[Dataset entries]
⁂
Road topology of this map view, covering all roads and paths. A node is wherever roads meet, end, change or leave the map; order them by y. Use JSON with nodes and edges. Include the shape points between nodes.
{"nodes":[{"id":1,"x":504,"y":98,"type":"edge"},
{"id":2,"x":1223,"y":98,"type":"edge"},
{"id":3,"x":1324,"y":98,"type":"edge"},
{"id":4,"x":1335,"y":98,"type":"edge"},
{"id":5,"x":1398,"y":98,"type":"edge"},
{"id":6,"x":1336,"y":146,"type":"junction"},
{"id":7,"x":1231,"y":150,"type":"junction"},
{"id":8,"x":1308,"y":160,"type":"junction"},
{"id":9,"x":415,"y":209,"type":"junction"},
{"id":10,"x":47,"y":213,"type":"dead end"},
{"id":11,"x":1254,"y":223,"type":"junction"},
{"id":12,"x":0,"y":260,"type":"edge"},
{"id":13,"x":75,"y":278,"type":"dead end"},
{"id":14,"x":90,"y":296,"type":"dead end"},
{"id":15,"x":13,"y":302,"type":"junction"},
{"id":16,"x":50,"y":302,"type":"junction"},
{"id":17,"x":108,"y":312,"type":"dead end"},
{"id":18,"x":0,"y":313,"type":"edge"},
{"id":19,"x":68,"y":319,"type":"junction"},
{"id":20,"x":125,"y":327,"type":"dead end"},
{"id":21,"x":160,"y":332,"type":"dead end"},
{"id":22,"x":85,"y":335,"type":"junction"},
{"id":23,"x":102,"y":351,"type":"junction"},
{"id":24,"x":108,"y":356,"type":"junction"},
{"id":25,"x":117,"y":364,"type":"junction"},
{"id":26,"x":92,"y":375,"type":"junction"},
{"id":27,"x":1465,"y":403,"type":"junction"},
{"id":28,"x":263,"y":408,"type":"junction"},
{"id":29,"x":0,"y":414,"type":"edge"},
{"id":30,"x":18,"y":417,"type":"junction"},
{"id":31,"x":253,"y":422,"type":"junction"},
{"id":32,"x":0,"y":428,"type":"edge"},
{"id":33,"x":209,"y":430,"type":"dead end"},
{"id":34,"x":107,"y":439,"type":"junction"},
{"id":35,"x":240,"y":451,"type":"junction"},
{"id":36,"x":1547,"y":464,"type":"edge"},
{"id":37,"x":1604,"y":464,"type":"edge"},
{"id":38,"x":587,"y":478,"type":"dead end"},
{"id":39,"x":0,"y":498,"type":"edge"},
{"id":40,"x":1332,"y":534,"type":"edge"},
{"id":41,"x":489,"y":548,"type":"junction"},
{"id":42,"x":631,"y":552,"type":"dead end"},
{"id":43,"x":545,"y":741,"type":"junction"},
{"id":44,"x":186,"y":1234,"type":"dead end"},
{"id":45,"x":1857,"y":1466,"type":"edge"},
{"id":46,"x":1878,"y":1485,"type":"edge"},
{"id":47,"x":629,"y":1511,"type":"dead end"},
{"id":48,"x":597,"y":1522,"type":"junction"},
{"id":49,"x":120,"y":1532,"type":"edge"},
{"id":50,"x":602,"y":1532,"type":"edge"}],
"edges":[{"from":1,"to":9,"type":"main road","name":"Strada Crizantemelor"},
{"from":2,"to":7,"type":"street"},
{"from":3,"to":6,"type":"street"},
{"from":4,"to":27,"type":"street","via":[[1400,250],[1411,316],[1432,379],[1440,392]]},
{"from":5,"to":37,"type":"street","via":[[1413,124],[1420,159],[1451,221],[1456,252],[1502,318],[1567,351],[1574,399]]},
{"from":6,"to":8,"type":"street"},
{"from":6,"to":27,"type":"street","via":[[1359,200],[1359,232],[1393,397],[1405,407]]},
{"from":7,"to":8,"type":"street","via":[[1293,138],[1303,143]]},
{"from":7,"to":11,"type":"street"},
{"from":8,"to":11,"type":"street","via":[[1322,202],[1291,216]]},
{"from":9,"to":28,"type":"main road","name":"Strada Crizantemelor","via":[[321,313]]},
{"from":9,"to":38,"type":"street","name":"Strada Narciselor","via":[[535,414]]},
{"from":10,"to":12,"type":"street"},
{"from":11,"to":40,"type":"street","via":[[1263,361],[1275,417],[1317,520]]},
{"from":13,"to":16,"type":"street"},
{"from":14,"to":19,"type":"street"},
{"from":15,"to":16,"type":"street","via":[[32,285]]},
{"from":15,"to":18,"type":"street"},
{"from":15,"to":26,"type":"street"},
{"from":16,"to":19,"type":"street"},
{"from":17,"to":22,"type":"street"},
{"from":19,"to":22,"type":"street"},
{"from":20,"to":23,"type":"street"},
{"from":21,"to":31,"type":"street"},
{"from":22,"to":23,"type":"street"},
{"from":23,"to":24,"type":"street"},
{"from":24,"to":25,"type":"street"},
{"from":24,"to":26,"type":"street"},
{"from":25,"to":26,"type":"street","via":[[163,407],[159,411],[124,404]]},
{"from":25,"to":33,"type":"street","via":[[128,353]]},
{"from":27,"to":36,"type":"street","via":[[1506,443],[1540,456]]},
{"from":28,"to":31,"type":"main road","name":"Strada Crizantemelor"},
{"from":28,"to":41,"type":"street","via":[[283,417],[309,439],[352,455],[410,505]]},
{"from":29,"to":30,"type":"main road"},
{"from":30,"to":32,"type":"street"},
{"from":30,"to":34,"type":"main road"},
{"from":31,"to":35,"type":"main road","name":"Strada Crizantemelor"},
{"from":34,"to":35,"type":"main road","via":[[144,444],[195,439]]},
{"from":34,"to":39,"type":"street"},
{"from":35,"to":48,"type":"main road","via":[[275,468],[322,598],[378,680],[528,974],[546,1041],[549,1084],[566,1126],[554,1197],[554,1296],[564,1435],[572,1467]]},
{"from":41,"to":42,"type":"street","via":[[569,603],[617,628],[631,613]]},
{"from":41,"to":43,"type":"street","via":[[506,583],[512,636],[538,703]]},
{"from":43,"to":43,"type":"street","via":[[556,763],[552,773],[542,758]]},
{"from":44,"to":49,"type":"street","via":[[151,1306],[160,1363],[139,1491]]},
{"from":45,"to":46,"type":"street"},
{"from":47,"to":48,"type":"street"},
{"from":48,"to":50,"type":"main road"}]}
⁂
— EXERCISE DETAILS —
Whenever a line of the records holds the string "main", pick it out and copy it.

— SOLUTION TO THE EXERCISE —
"edges":[{"from":1,"to":9,"type":"main road","name":"Strada Crizantemelor"},
{"from":9,"to":28,"type":"main road","name":"Strada Crizantemelor","via":[[321,313]]},
{"from":28,"to":31,"type":"main road","name":"Strada Crizantemelor"},
{"from":29,"to":30,"type":"main road"},
{"from":30,"to":34,"type":"main road"},
{"from":31,"to":35,"type":"main road","name":"Strada Crizantemelor"},
{"from":34,"to":35,"type":"main road","via":[[144,444],[195,439]]},
{"from":35,"to":48,"type":"main road","via":[[275,468],[322,598],[378,680],[528,974],[546,1041],[549,1084],[566,1126],[554,1197],[554,1296],[564,1435],[572,1467]]},
{"from":48,"to":50,"type":"main road"}]}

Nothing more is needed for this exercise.